EXERCISE DETAILS: Your answer must be every line of the data that contains "tỉnh".

________________________

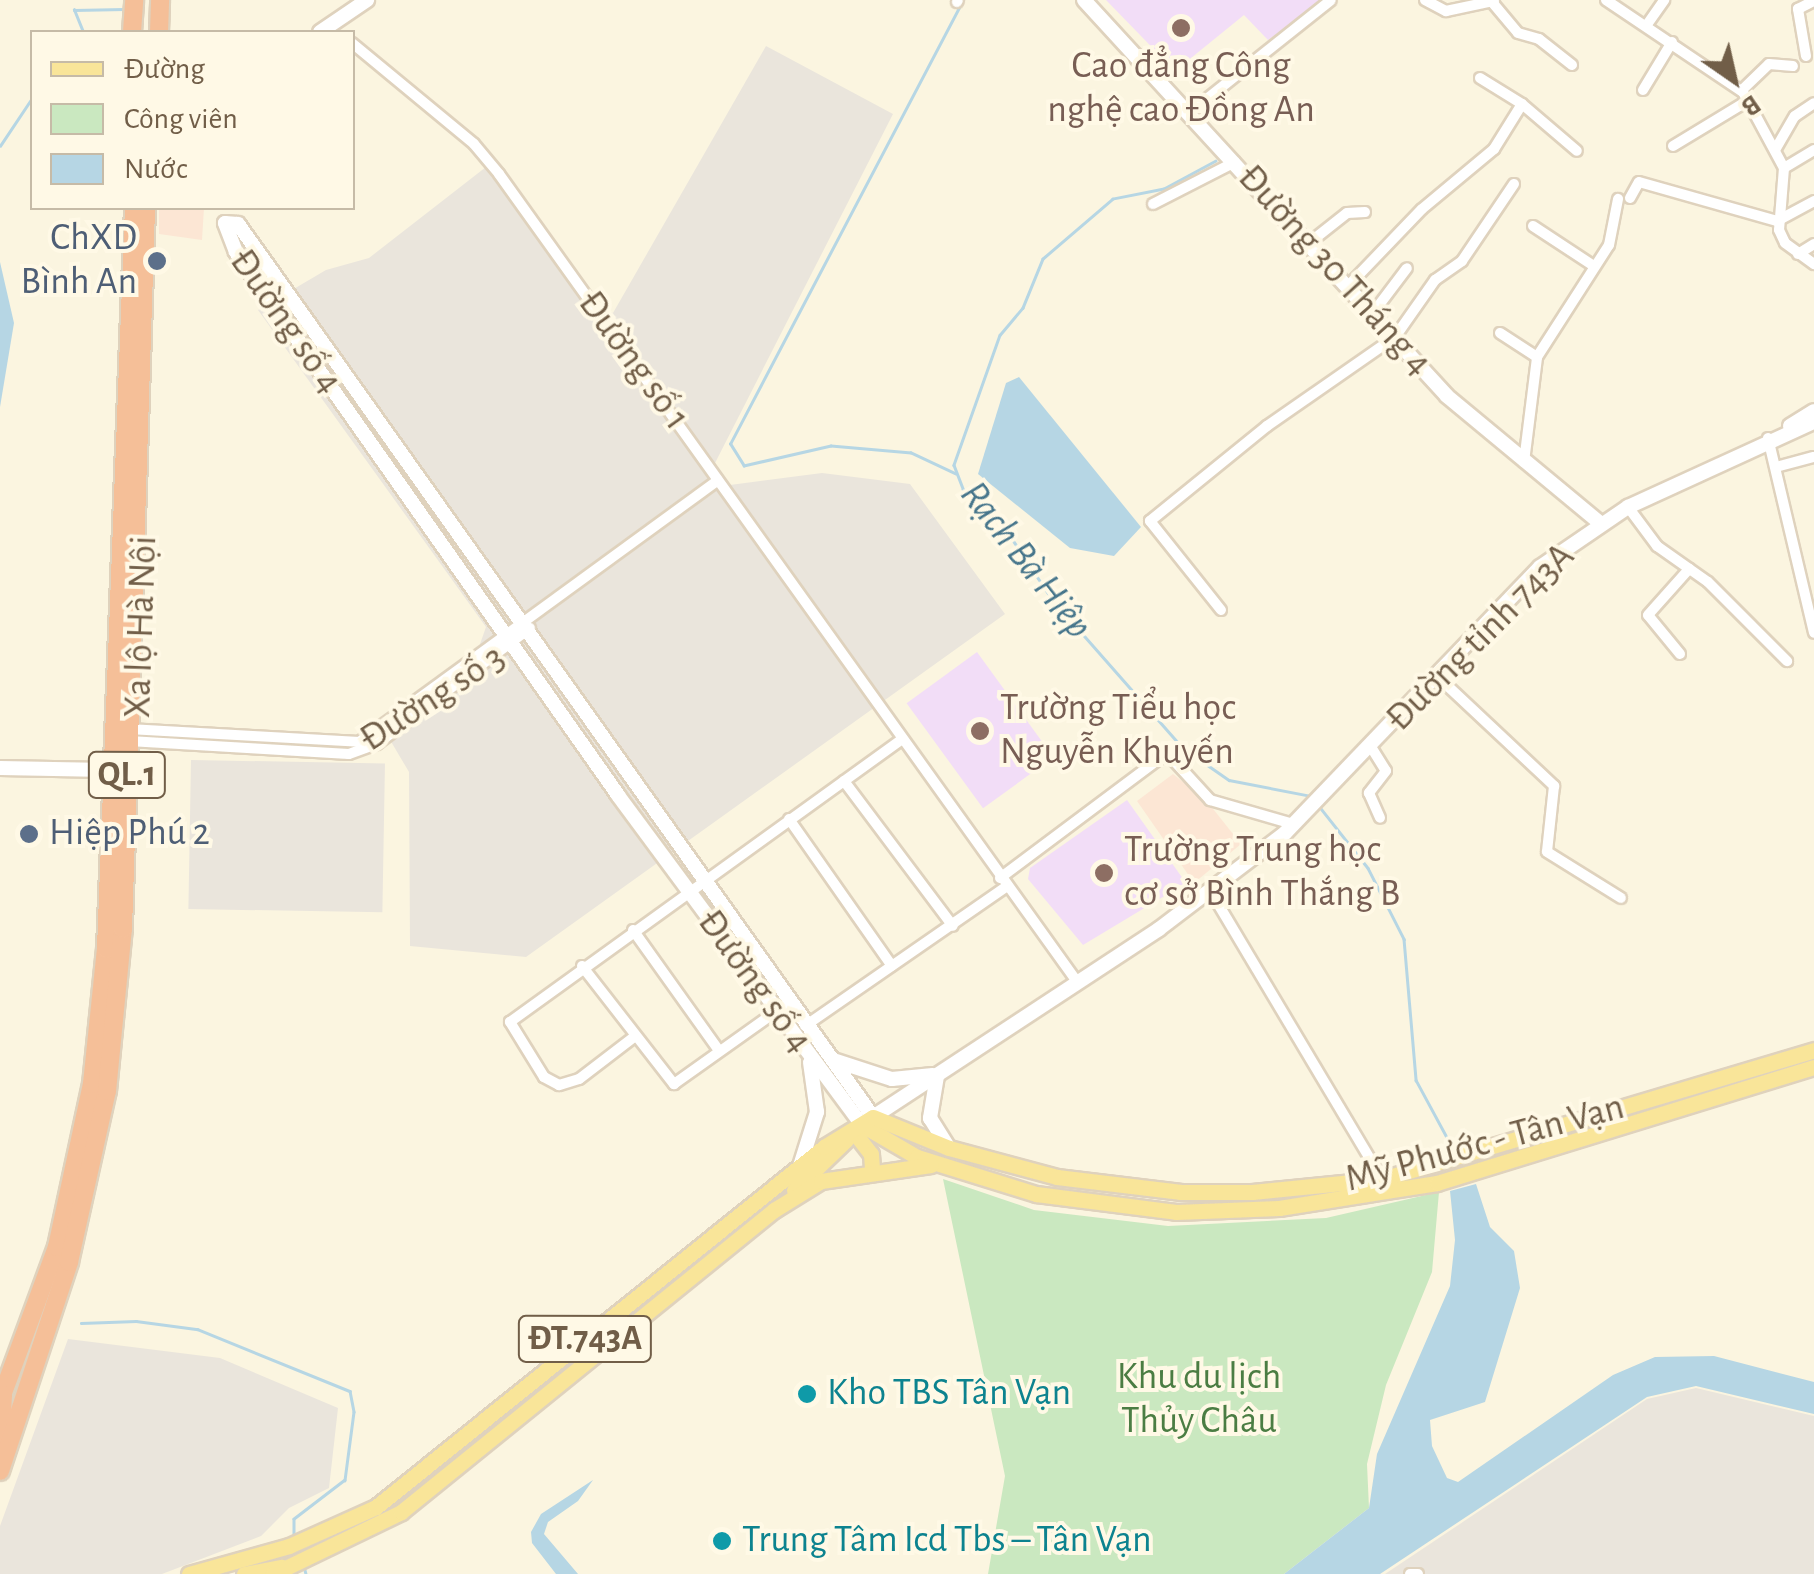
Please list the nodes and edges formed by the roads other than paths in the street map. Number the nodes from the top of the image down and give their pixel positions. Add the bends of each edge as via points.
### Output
1 (134, 0) edge
2 (142, 0) edge
3 (157, 0) edge
4 (368, 0) edge
5 (1084, 0) edge
6 (1331, 0) edge
7 (1424, 0) edge
8 (1606, 0) edge
9 (1664, 0) edge
10 (1493, 1) edge
11 (1814, 1) edge
12 (1646, 26) junction
13 (132, 30) edge
14 (141, 30) edge
15 (156, 30) edge
16 (330, 30) edge
17 (1672, 42) junction
18 (355, 45) edge
19 (1806, 56) dead end
20 (1572, 65) dead end
21 (1793, 66) dead end
22 (1480, 78) dead end
23 (1643, 90) dead end
24 (1745, 95) junction
25 (1814, 103) edge
26 (1522, 104) junction
27 (1189, 112) junction
28 (1673, 146) dead end
29 (1776, 150) junction
30 (1814, 150) edge
31 (1577, 151) dead end
32 (1235, 162) junction
33 (1784, 168) junction
34 (1514, 184) dead end
35 (1814, 201) edge
36 (1153, 204) dead end
37 (146, 210) edge
38 (155, 210) edge
39 (1365, 212) dead end
40 (129, 215) edge
41 (1778, 222) junction
42 (1533, 226) dead end
43 (1309, 243) junction
44 (1814, 244) edge
45 (1798, 254) junction
46 (1814, 264) edge
47 (1594, 266) junction
48 (1407, 268) dead end
49 (1349, 285) junction
50 (1373, 313) junction
51 (1500, 333) dead end
52 (1395, 337) junction
53 (1537, 357) junction
54 (1814, 411) edge
55 (1814, 422) edge
56 (1786, 430) junction
57 (1768, 438) junction
58 (1814, 457) edge
59 (1524, 462) junction
60 (1776, 467) junction
61 (718, 480) junction
62 (1628, 507) junction
63 (1601, 524) junction
64 (1689, 568) junction
65 (1221, 610) dead end
66 (523, 630) junction
67 (1814, 634) edge
68 (508, 640) junction
69 (1680, 654) dead end
70 (1787, 661) dead end
71 (1437, 676) junction
72 (134, 735) junction
73 (901, 740) junction
74 (1371, 747) junction
75 (1394, 761) dead end
76 (0, 768) edge
77 (110, 770) junction
78 (1386, 771) junction
79 (844, 780) junction
80 (1380, 818) dead end
81 (789, 819) junction
82 (1293, 824) junction
83 (703, 880) junction
84 (1003, 883) junction
85 (688, 891) junction
86 (1211, 892) junction
87 (1621, 898) dead end
88 (953, 926) junction
89 (633, 930) junction
90 (582, 966) junction
91 (892, 966) junction
92 (1078, 983) junction
93 (782, 1007) junction
94 (805, 1026) junction
95 (634, 1038) junction
96 (718, 1049) junction
97 (1814, 1050) edge
98 (808, 1056) junction
99 (829, 1058) junction
100 (1814, 1067) edge
101 (938, 1074) junction
102 (863, 1124) junction
103 (949, 1148) junction
104 (940, 1165) junction
105 (800, 1166) junction
106 (872, 1170) junction
107 (844, 1174) junction
108 (1382, 1178) junction
109 (1157, 1190) junction
110 (774, 1210) junction
111 (1155, 1211) junction
112 (1, 1391) edge
113 (3, 1455) edge
114 (0, 1482) edge
115 (263, 1568) edge
116 (189, 1574) edge
117 (244, 1574) edge
118 (1410, 1574) edge
119 (1418, 1574) edge

1 - 13 highway
2 - 14 highway
3 - 15 highway
4 - 16 street
5 - 27 street, Đường 30 Tháng 4
6 - 27 street
7 - 10 street via 1446,12
8 - 12 street
9 - 12 street
10 - 20 street via 1518,33 1539,39
11 - 19 street via 1798,8
12 - 17 street
17 - 23 street
17 - 24 street
18 - 61 street, Đường số 1 via 474,144
21 - 24 street via 1769,64
22 - 26 street
24 - 28 street
24 - 29 street
25 - 29 street via 1795,116
26 - 31 street
26 - 49 street via 1494,150 1422,209
27 - 32 street, Đường 30 Tháng 4
29 - 33 street
30 - 33 street
32 - 36 street
32 - 43 street, Đường 30 Tháng 4
33 - 41 street
34 - 52 street via 1462,261 1440,274
35 - 41 street
37 - 72 highway, Xa lộ Hà Nội / QL.1
38 - 72 highway, Xa lộ Hà Nội / QL.1
39 - 43 street via 1347,213
40 - 77 highway, Xa lộ Hà Nội / QL.1
41 - 45 street via 1785,244
41 - 47 street via 1638,182
42 - 47 street
43 - 49 street, Đường 30 Tháng 4
44 - 45 street
45 - 46 street
47 - 53 street
48 - 50 street
49 - 50 street, Đường 30 Tháng 4
50 - 52 street, Đường 30 Tháng 4
51 - 53 street
52 - 59 street, Đường 30 Tháng 4 via 1446,396
52 - 65 street via 1267,426 1150,521
53 - 59 street
54 - 56 street, Đường tỉnh 743A / ĐT.743A
55 - 56 street, Đường tỉnh 743A / ĐT.743A
56 - 57 street, Đường tỉnh 743A / ĐT.743A
57 - 60 street
57 - 62 street, Đường tỉnh 743A / ĐT.743A
58 - 60 street
59 - 63 street, Đường 30 Tháng 4
60 - 67 street
61 - 66 street, Đường số 3
61 - 73 street, Đường số 1
62 - 63 street, Đường tỉnh 743A / ĐT.743A
62 - 64 street via 1657,546
63 - 71 street, Đường tỉnh 743A / ĐT.743A via 1540,567
64 - 69 street via 1648,616
64 - 70 street
66 - 68 street, Đường số 3
66 - 68 street, Đường số 4 via 238,224 224,223 236,252
66 - 83 street, Đường số 4
68 - 72 street, Đường số 3 via 361,746
68 - 85 street, Đường số 4
71 - 74 street, Đường tỉnh 743A / ĐT.743A
71 - 87 street via 1554,786 1547,852
72 - 113 highway, Xa lộ Hà Nội / QL.1 via 120,981 98,1159
73 - 79 street
73 - 84 street, Đường số 1
74 - 78 street
74 - 82 street, Đường tỉnh 743A / ĐT.743A
75 - 78 street
76 - 77 street
77 - 112 highway, Xa lộ Hà Nội / QL.1 via 109,884 92,1084 73,1191
78 - 80 street via 1369,793
79 - 81 street
79 - 88 street
81 - 83 street
81 - 91 street
82 - 84 street via 1210,800 1166,753
82 - 86 street, ĐT.743A
83 - 85 street
83 - 93 street, Đường số 4
84 - 88 street
84 - 92 street, Đường số 1
85 - 89 street
85 - 93 street, Đường số 4
86 - 92 street, ĐT.743A
86 - 108 street
88 - 91 street
89 - 90 street
89 - 96 street
90 - 95 street
90 - 95 street via 522,1008 510,1022 512,1034 544,1078 559,1086
91 - 94 street
92 - 101 street, ĐT.743A
93 - 94 street, Đường số 4
93 - 96 street
93 - 98 street, Đường số 4
94 - 99 street, Đường số 4
95 - 96 street via 674,1084
97 - 108 main road, Mỹ Phước - Tân Vạn
98 - 102 street, Đường số 4
98 - 105 street via 816,1112
99 - 101 street via 892,1080
99 - 102 street, Đường số 4
100 - 111 main road, Mỹ Phước - Tân Vạn via 1437,1183 1278,1208
101 - 102 street, ĐT.743A
101 - 103 street via 930,1118
102 - 103 main road, Mỹ Phước - Tân Vạn
102 - 104 main road, Mỹ Phước - Tân Vạn
102 - 105 main road, ĐT.743A
102 - 106 main road
102 - 107 main road
102 - 110 main road, ĐT.743A
103 - 109 main road, Mỹ Phước - Tân Vạn via 1058,1178
104 - 106 main road, Mỹ Phước - Tân Vạn
104 - 111 main road, Mỹ Phước - Tân Vạn via 1036,1194
105 - 115 main road, Mỹ Phước - Tân Vạn / ĐT.743A via 414,1479 358,1517 288,1546
106 - 107 main road, Mỹ Phước - Tân Vạn
107 - 110 main road, Mỹ Phước - Tân Vạn
108 - 109 main road, Mỹ Phước - Tân Vạn via 1252,1192
109 - 111 main road
110 - 115 main road, Mỹ Phước - Tân Vạn / ĐT.743A via 401,1512 320,1555
112 - 113 highway, Xa lộ Hà Nội / QL.1
113 - 114 highway
115 - 116 main road, Mỹ Phước - Tân Vạn / ĐT.743A
115 - 117 main road, Mỹ Phước - Tân Vạn / ĐT.743A
118 - 119 street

________________________

SOLUTION TO THE PROBLEM:
54 - 56 street, Đường tỉnh 743A / ĐT.743A
55 - 56 street, Đường tỉnh 743A / ĐT.743A
56 - 57 street, Đường tỉnh 743A / ĐT.743A
57 - 62 street, Đường tỉnh 743A / ĐT.743A
62 - 63 street, Đường tỉnh 743A / ĐT.743A
63 - 71 street, Đường tỉnh 743A / ĐT.743A via 1540,567
71 - 74 street, Đường tỉnh 743A / ĐT.743A
74 - 82 street, Đường tỉnh 743A / ĐT.743A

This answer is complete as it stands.